13 June 2017

Foreign Policy: The Kremlin’s Newest Hybrid Warfare Asset: Gangsters

There’s no doubt that North Korea has led the way in turning organized crime toward state ends. Its infamous Bureau 39 is essentially the government’s mafia office, dedicated to generating resources by illegal means to support the state (especially its nuclear program) and keep the Kims in imported luxuries. It arranges for methamphetamines to be brewed inside government chemical works, the state mint helps produce some of the highest-quality counterfeit bank notes in the world, and the state-owned Korea National Insurance Corp. (KNIC) runs systematic insurance frauds abroad.
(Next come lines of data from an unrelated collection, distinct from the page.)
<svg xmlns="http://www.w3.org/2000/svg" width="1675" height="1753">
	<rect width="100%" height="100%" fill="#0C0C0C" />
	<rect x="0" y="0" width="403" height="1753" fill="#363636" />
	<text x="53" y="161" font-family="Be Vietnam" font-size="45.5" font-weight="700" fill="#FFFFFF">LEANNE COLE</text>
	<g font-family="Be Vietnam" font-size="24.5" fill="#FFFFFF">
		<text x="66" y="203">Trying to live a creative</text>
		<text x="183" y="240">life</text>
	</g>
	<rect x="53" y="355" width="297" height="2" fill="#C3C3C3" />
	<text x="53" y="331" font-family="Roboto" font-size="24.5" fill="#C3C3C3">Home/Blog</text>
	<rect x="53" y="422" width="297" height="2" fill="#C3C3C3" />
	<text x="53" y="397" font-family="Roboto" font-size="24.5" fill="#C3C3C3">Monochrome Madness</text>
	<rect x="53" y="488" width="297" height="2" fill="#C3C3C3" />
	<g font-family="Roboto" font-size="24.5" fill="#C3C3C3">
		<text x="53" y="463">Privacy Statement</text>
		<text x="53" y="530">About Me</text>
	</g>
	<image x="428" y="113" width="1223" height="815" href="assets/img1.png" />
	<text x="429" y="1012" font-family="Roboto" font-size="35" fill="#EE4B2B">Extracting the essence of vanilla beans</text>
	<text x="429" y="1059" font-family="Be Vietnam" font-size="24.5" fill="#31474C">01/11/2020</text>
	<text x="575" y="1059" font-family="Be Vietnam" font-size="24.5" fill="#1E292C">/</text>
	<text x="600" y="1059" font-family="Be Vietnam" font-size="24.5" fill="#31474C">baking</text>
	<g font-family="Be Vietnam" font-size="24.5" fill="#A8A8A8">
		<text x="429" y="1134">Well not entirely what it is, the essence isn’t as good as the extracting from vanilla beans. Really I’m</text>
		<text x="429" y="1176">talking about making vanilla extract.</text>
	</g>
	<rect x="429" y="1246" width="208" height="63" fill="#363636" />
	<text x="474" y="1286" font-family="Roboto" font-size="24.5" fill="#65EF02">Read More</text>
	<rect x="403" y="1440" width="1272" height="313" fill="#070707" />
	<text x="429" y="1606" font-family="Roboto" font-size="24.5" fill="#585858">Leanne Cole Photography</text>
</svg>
Thae Yong-ho, a former diplomat who was the highest-ranking defector in 20 years, claimed in 2017 that these schemes earn Pyongyang “tens of millions of dollars” annually. (In 2009, KNIC managers in Singapore reportedly sent then-leader Kim Jong Il $20 million in cash as a birthday present.) Turning to cybercrime has been a logical step. Cheap, potentially lucrative, and not relying on physical contact, cybercrime is the ideal operation for an impoverished and isolated pariah. Other states committed to challenging the international order are learning from Pyongyang’s example, though — if with a little more subtlety. Unlike the North Koreans, they are typically cutting deals with the underworld rather than simply moving into it themselves. Gangsters, after all, have all kinds of skills and capacities that can be of value to intelligence agencies and covert operations in the modern world, whether moving goods or people untraceably across borders, raising funds for political purposes, or simply putting a bullet into an inconvenient enemy of the state. [...]

Increasingly, though, states are turning to this on a more regular basis. The Turkish security forces have used rival heroin-smuggling gangs as weapons against the Kurdistan Workers’ Party to penetrate Turkish expatriate communities, for example. Chinese triads are being used by Beijing’s Public Security Bureau to intimidate protesters and gather intelligence abroad. And when the Iranian Revolutionary Guard wanted to kill the Saudi ambassador to the United States in 2011, they used someone they thought was a Mexican drug cartel hit man. (He was actually an agent for the Drug Enforcement Administration.) [...]

But most of this state-sponsored organized crime is more low-profile. We are seeing more and more cases, especially in Europe, where local counterintelligence services believe gangsters are acting as occasional Russian assets. Some work on behalf of the Russia state willingly. In other cases, these criminals have been turned into assets without their knowledge, thinking they are simply doing a service for a Russian gang. And yet for others, they are made an offer they can’t refuse. In a recent report for the European Council on Foreign Relations, I call these “Russian-based organized crime” — whether ethnically Russian or not (because many are Georgians or the like), they are criminals with business or personal interests back in Russia, a fact the Kremlin can use as leverage.